## [PROBLEM STATEMENT]
Collect all lines containing the word "that" from the data.

▬▬▬▬▬▬

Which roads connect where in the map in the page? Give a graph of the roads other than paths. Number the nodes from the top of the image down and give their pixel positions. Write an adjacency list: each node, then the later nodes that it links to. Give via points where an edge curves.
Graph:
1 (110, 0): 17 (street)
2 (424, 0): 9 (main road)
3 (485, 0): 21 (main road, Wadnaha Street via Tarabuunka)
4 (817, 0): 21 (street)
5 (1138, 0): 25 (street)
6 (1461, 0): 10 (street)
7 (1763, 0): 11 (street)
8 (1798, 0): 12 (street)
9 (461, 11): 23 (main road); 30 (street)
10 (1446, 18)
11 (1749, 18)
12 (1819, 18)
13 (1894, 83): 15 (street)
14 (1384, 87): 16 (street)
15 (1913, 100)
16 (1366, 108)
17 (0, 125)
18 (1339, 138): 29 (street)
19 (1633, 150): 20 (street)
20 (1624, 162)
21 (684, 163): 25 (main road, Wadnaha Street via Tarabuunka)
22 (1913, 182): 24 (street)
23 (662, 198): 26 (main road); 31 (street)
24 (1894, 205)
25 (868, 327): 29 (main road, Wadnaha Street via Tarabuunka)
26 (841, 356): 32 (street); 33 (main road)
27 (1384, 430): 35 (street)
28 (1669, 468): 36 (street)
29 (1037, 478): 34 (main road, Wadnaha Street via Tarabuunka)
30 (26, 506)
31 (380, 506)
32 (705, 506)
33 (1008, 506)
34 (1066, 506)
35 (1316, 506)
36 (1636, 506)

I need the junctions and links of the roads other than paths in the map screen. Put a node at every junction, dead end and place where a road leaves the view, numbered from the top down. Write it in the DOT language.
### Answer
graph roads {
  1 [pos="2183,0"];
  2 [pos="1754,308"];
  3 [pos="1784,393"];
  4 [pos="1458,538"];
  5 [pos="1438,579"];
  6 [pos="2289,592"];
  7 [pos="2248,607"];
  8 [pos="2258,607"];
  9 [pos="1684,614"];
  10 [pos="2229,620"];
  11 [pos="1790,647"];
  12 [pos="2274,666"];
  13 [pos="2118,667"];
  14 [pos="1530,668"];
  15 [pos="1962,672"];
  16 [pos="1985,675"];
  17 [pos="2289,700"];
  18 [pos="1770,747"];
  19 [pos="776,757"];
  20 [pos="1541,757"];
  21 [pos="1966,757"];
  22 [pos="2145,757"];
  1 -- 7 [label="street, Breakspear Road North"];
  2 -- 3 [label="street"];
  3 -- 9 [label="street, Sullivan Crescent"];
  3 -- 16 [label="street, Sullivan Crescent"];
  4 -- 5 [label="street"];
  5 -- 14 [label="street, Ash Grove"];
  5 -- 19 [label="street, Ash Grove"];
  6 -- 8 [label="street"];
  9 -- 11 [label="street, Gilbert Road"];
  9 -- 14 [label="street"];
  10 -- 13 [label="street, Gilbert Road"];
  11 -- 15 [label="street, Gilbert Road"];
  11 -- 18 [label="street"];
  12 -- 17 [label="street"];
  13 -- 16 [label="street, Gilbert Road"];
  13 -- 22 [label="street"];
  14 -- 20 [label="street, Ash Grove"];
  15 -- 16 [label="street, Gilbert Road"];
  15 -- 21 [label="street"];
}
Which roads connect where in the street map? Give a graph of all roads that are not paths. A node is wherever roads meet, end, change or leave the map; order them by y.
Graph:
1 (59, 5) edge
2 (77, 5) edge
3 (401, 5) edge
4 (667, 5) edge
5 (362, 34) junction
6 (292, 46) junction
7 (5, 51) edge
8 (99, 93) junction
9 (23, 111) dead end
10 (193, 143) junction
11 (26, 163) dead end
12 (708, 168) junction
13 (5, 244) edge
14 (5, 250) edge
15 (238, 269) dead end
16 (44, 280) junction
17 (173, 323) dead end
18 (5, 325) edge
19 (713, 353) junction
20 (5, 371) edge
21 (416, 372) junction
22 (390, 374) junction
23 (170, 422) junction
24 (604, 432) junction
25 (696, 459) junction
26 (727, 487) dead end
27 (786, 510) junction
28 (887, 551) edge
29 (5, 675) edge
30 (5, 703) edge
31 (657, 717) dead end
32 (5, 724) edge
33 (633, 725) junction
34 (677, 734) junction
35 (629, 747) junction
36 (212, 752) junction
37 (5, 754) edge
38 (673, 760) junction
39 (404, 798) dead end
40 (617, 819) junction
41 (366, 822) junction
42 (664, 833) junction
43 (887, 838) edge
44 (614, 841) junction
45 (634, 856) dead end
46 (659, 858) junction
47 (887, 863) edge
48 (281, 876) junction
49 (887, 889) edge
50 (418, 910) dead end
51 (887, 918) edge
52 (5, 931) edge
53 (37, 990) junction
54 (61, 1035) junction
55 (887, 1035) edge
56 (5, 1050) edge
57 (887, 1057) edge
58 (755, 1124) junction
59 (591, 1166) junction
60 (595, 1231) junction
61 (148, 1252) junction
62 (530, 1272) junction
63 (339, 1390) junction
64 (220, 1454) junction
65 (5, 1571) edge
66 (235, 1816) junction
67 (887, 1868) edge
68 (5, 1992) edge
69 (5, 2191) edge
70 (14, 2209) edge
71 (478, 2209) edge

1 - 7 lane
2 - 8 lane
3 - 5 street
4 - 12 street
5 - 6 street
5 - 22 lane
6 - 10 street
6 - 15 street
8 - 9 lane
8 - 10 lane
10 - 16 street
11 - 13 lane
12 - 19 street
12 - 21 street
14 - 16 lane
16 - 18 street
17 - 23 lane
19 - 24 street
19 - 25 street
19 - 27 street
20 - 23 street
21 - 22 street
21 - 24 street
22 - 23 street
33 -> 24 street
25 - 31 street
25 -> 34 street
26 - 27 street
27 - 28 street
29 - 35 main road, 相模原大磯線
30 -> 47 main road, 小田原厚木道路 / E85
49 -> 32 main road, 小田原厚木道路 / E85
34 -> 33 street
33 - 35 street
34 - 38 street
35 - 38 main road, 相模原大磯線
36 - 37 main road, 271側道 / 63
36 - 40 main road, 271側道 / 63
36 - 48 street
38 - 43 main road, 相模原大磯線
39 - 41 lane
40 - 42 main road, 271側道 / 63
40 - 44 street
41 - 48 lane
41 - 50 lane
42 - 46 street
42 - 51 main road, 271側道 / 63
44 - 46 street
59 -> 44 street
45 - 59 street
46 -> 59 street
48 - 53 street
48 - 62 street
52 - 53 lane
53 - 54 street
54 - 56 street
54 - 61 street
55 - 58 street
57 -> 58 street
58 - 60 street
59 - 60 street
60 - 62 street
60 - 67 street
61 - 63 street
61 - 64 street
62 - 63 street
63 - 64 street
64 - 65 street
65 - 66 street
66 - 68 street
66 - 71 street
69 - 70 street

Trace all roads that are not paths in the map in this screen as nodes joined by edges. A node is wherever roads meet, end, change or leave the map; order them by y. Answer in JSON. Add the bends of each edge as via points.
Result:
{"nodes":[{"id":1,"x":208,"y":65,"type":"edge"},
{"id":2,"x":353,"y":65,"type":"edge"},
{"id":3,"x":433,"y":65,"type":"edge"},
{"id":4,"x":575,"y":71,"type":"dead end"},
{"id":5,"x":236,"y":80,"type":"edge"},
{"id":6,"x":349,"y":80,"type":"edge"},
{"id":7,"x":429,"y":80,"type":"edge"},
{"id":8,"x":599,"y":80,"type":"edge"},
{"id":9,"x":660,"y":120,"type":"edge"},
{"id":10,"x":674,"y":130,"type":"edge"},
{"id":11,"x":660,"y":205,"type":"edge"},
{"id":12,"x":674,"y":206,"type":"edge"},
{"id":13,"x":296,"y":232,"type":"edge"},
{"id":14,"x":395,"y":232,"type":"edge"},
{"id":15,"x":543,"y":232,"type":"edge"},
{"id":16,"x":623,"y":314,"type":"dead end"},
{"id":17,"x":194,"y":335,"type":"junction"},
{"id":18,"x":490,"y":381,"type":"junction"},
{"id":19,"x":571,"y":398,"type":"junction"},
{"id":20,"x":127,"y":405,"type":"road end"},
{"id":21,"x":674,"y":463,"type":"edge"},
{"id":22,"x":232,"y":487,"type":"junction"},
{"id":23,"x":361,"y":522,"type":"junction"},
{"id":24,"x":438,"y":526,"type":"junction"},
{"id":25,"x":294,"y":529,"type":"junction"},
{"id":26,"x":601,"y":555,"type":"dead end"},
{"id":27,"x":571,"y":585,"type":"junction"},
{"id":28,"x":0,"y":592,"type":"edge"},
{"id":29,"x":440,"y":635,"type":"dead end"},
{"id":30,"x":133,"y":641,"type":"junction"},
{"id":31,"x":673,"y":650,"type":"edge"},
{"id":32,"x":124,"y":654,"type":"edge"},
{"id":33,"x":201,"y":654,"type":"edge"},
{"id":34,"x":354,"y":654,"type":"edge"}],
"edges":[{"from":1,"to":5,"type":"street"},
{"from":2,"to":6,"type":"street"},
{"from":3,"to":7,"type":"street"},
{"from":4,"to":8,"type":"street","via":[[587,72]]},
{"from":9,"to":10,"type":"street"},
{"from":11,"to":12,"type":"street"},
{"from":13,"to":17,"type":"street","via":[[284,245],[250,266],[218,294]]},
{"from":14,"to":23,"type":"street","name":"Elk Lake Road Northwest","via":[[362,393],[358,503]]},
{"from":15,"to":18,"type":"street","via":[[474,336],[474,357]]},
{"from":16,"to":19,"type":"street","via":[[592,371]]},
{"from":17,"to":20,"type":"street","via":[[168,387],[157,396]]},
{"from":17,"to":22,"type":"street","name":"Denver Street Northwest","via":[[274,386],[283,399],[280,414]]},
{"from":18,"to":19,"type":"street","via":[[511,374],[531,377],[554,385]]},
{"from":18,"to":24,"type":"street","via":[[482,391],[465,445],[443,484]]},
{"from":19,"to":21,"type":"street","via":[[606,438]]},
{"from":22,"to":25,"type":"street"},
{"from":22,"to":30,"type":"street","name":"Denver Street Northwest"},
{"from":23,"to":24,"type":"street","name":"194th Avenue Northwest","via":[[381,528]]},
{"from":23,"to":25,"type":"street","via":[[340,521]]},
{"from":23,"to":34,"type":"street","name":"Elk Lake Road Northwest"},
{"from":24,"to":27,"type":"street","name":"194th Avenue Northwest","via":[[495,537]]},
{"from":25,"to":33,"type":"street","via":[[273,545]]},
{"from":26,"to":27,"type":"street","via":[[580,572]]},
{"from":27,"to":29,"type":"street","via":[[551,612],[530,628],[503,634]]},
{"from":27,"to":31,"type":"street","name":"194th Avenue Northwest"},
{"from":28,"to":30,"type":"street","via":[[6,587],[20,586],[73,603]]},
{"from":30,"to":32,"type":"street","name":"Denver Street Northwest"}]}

▬▬▬▬▬▬

## [EXERCISE RESULT]
Which roads connect where in the map in the page? Give a graph of the roads other than paths. Number the nodes from the top of the image down and give their pixel positions. Write an adjacency list: each node, then the later nodes that it links to. Give via points where an edge curves.
Which roads connect where in the street map? Give a graph of all roads that are not paths. A node is wherever roads meet, end, change or leave the map; order them by y.
Trace all roads that are not paths in the map in this screen as nodes joined by edges. A node is wherever roads meet, end, change or leave the map; order them by y. Answer in JSON. Add the bends of each edge as via points.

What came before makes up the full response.